Ma come sottolineavo nel titolo, con quegli strani accenti, ci sono relazioni e relazioni. L’essere in collegamento, legati fra noi da un sentimento, a volte può diventare una prigione. Legami tossici, che ci vincolano, che ci opprimono con sensi di colpa e rimorsi, quando invece avremmo bisogno di un ossimoro: legami che non legano, relazioni paritarie, che nella loro intensità ci lasciano liberi, ci rendono autonomi, fanno crescere la nostra autostima rendendoci in grado di camminare da soli.

Ma come costruire questo ossimoro? Nelle relazioni con i genitori, con i figli, con il partner, con gli amici: quali e quanti sono i legami sani, quelli che non legano, ma rendono più liberi? Ce la possiamo fare o resta solo una splendida utopia? E come fare a distinguere un legame tossico da uno sano? Domande complicate, a cui però vorrei provare a dare una risposta semplice. Perché in fondo l’ermeneutica questo ci insegna: per tentare di capire la realtà che ci circonda bisogna complicare le situazioni semplici e poi insieme semplificare quelle complesse.

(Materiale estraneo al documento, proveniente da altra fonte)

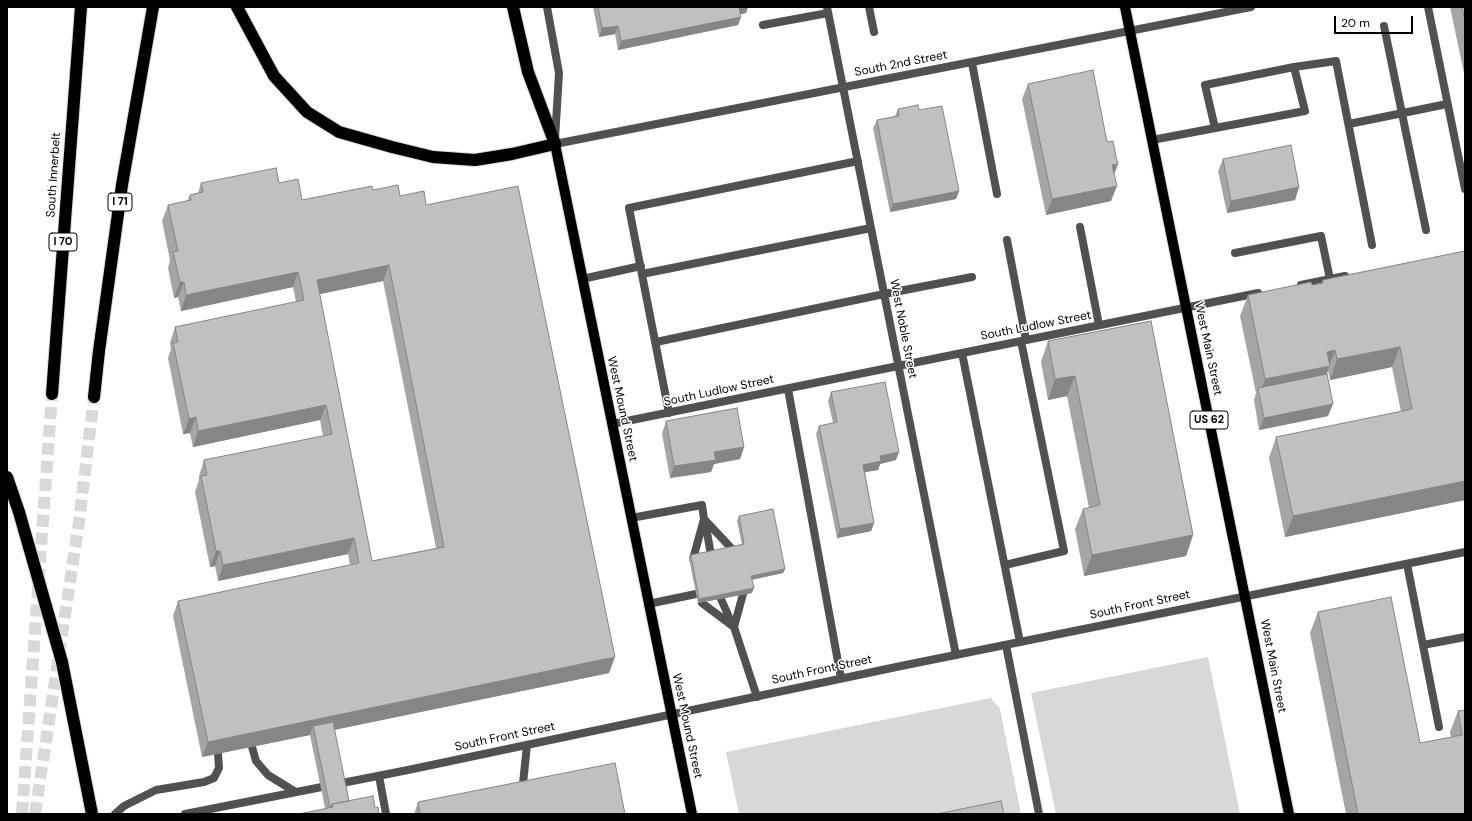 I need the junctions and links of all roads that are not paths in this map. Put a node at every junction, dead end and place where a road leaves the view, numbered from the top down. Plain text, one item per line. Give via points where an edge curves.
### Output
1 (81, 7) edge
2 (153, 7) edge
3 (237, 7) edge
4 (513, 7) edge
5 (547, 7) edge
6 (869, 7) edge
7 (1125, 7) edge
8 (1251, 7) edge
9 (1428, 7) edge
10 (827, 10) edge
11 (762, 25) dead end
12 (1384, 26) dead end
13 (1130, 31) junction
14 (874, 32) dead end
15 (972, 62) junction
16 (1294, 67) junction
17 (843, 87) junction
18 (1447, 104) junction
19 (1402, 113) junction
20 (1349, 124) junction
21 (1215, 128) junction
22 (1152, 140) junction
23 (555, 144) junction
24 (858, 161) junction
25 (1465, 189) edge
26 (997, 194) dead end
27 (1080, 227) dead end
28 (871, 228) junction
29 (1426, 230) dead end
30 (1007, 240) dead end
31 (1372, 245) dead end
32 (1235, 252) dead end
33 (641, 266) junction
34 (642, 274) junction
35 (1353, 274) edge
36 (972, 277) dead end
37 (582, 279) junction
38 (1330, 279) junction
39 (1294, 286) edge
40 (1264, 292) edge
41 (884, 294) junction
42 (1186, 308) junction
43 (1099, 325) junction
44 (1023, 341) junction
45 (656, 342) junction
46 (962, 353) junction
47 (899, 366) junction
48 (788, 388) junction
49 (52, 394) tunnel mouth
50 (94, 397) tunnel mouth
51 (669, 413) junction
52 (612, 424) junction
53 (7, 477) edge
54 (631, 518) junction
55 (704, 519) junction
56 (733, 550) edge
57 (1465, 552) edge
58 (711, 555) edge
59 (693, 559) edge
60 (1407, 564) junction
61 (1005, 565) junction
62 (696, 594) edge
63 (743, 594) edge
64 (1246, 596) junction
65 (721, 599) edge
66 (702, 603) edge
67 (648, 604) junction
68 (734, 626) junction
69 (1465, 637) edge
70 (1020, 642) junction
71 (1006, 645) junction
72 (1423, 645) junction
73 (956, 655) junction
74 (841, 678) junction
75 (757, 697) junction
76 (672, 714) junction
77 (1439, 727) dead end
78 (527, 744) junction
79 (252, 747) edge
80 (218, 754) edge
81 (378, 776) junction
82 (294, 791) junction
83 (521, 798) edge
84 (92, 814) edge
85 (115, 814) edge
86 (185, 814) edge
87 (386, 814) edge
88 (692, 814) edge
89 (1039, 814) edge
90 (1289, 814) edge

1 - 49 highway, South Innerbelt / I 70
2 - 50 highway, I 71 via 122,185
3 - 23 highway via 274,76 307,112 339,132 433,157 475,160
4 - 23 highway via 528,72
5 - 23 street, West Mound Street via 559,73
6 - 14 street
7 - 13 main road, West Main Street / US 62
8 - 13 street, South 2nd Street
9 - 18 street
10 - 11 street
10 - 17 street, West Noble Street
12 - 19 street
13 - 15 street, South 2nd Street
13 - 22 main road, West Main Street / US 62
15 - 17 street, South 2nd Street
15 - 26 street
16 - 20 street via 1336,61
16 - 21 street via 1205,85
16 - 21 street via 1305,112
17 - 23 street, South 2nd Street
17 - 24 street, West Noble Street
18 - 19 street
18 - 25 street
19 - 20 street
19 - 29 street
20 - 31 street
21 - 22 street
22 - 42 main road, West Main Street / US 62
23 - 37 main road, West Mound Street
24 - 28 street, West Noble Street
24 - 33 street via 629,208
27 - 43 street
28 - 34 street
28 - 41 street, West Noble Street
30 - 44 street
32 - 38 street via 1321,236
33 - 34 street
33 - 37 street
34 - 45 street
35 - 38 street
36 - 41 street
37 - 52 main road, West Mound Street
38 - 39 street
40 - 42 street, South Ludlow Street
41 - 45 street
41 - 47 street, West Noble Street
42 - 43 street, South Ludlow Street
42 - 64 main road, West Main Street / US 62
43 - 44 street, South Ludlow Street
44 - 46 street, South Ludlow Street
44 - 61 street via 1064,551
45 - 51 street
46 - 47 street, South Ludlow Street
46 - 61 street
47 - 48 street, South Ludlow Street
47 - 73 street, West Noble Street
48 - 51 street, South Ludlow Street
48 - 74 street
51 - 52 street, South Ludlow Street
52 - 54 main road, West Mound Street
53 - 84 highway, bridge via 62,662
54 - 55 street via 702,505
54 - 67 main road, West Mound Street
55 - 56 street
55 - 58 street
55 - 59 street
57 - 60 street, South Front Street
60 - 64 street, South Front Street
60 - 72 street
61 - 70 street
62 - 67 street
63 - 68 street
64 - 70 street, South Front Street
64 - 90 main road, West Main Street / US 62
65 - 68 street
66 - 68 street
67 - 76 main road, West Mound Street
68 - 75 street
69 - 72 street
70 - 71 street, South Front Street
71 - 73 street, South Front Street
71 - 89 street
72 - 77 street
73 - 74 street, South Front Street
74 - 75 street, South Front Street
75 - 76 street, South Front Street
76 - 78 street, South Front Street
76 - 88 main road, West Mound Street
78 - 81 street, South Front Street
78 - 83 street
79 - 82 street via 256,761 268,775
80 - 85 street via 219,768 214,778 156,790 124,806
81 - 82 street, South Front Street
81 - 87 street
82 - 86 street, South Front Street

E la risposta semplice, quella che nel fondo di noi stessi conosciamo bene, pur se a volte non vogliamo ammetterla, è la felicità. Quel legame, il nostro essere in relazione con l’altra persona, ci rende felici? Se non è così c’è qualcosa che non va. Perché è vero che la felicità non può essere l’unico parametro della nostra vita, né l’unico obiettivo, ma è una bella cartina di tornasole. Poi possiamo – e a volte siamo obbligati a – rimanere connessi in relazioni che non ci fanno essere felici, ma almeno dovremmo riconoscerle. Almeno con noi stessi dovremmo smettere di fingere. Ma questo discorso vale soprattutto al contrario, per gli altri tipi di legami. Su quelli che ci rendono felici possiamo essere sicuri. Perché, come cantava Sheryl Crow, se ti rende felice, non può essere male.